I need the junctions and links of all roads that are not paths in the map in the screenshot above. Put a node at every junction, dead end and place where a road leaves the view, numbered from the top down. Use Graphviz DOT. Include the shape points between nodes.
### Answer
...
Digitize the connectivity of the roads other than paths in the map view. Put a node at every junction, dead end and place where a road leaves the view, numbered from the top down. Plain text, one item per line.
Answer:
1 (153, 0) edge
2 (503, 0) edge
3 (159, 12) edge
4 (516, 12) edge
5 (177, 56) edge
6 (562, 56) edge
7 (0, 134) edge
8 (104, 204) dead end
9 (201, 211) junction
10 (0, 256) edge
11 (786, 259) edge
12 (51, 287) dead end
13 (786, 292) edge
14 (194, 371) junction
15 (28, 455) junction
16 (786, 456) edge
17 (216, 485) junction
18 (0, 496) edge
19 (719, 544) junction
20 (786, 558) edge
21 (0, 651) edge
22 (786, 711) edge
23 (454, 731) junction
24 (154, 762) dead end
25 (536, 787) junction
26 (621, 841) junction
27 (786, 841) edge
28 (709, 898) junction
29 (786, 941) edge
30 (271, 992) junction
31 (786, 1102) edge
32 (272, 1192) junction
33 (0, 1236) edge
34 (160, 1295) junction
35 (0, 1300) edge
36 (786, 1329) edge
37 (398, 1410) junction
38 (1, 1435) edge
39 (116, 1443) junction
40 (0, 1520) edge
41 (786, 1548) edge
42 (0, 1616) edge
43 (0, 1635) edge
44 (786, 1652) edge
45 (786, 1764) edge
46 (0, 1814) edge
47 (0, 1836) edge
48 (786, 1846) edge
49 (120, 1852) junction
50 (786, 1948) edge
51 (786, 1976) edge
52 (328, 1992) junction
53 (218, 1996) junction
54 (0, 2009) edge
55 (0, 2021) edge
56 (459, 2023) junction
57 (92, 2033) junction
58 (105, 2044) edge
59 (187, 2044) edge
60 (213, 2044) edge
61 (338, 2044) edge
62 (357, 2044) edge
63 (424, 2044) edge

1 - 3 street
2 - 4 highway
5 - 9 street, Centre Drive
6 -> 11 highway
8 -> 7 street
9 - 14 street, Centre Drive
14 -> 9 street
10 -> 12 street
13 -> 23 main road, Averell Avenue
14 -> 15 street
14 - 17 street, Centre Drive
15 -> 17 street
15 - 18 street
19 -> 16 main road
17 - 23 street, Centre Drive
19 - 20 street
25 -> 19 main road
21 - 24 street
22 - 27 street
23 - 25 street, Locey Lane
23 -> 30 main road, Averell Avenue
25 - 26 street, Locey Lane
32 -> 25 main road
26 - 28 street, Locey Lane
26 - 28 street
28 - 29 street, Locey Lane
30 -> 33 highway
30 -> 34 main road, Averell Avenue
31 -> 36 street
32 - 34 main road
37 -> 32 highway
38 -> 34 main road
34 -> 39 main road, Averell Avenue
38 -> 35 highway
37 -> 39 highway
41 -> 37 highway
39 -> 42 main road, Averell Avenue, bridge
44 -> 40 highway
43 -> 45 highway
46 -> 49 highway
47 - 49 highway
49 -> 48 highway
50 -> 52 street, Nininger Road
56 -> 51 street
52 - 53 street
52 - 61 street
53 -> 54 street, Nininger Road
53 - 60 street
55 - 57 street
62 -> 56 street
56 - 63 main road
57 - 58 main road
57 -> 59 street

- _What the task asks_
If a line of the entries holds the word "from", copy it out.

- _Task answer_
I need the junctions and links of all roads that are not paths in the map in the screenshot above. Put a node at every junction, dead end and place where a road leaves the view, numbered from the top down. Use Graphviz DOT. Include the shape points between nodes.
Digitize the connectivity of the roads other than paths in the map view. Put a node at every junction, dead end and place where a road leaves the view, numbered from the top down. Plain text, one item per line.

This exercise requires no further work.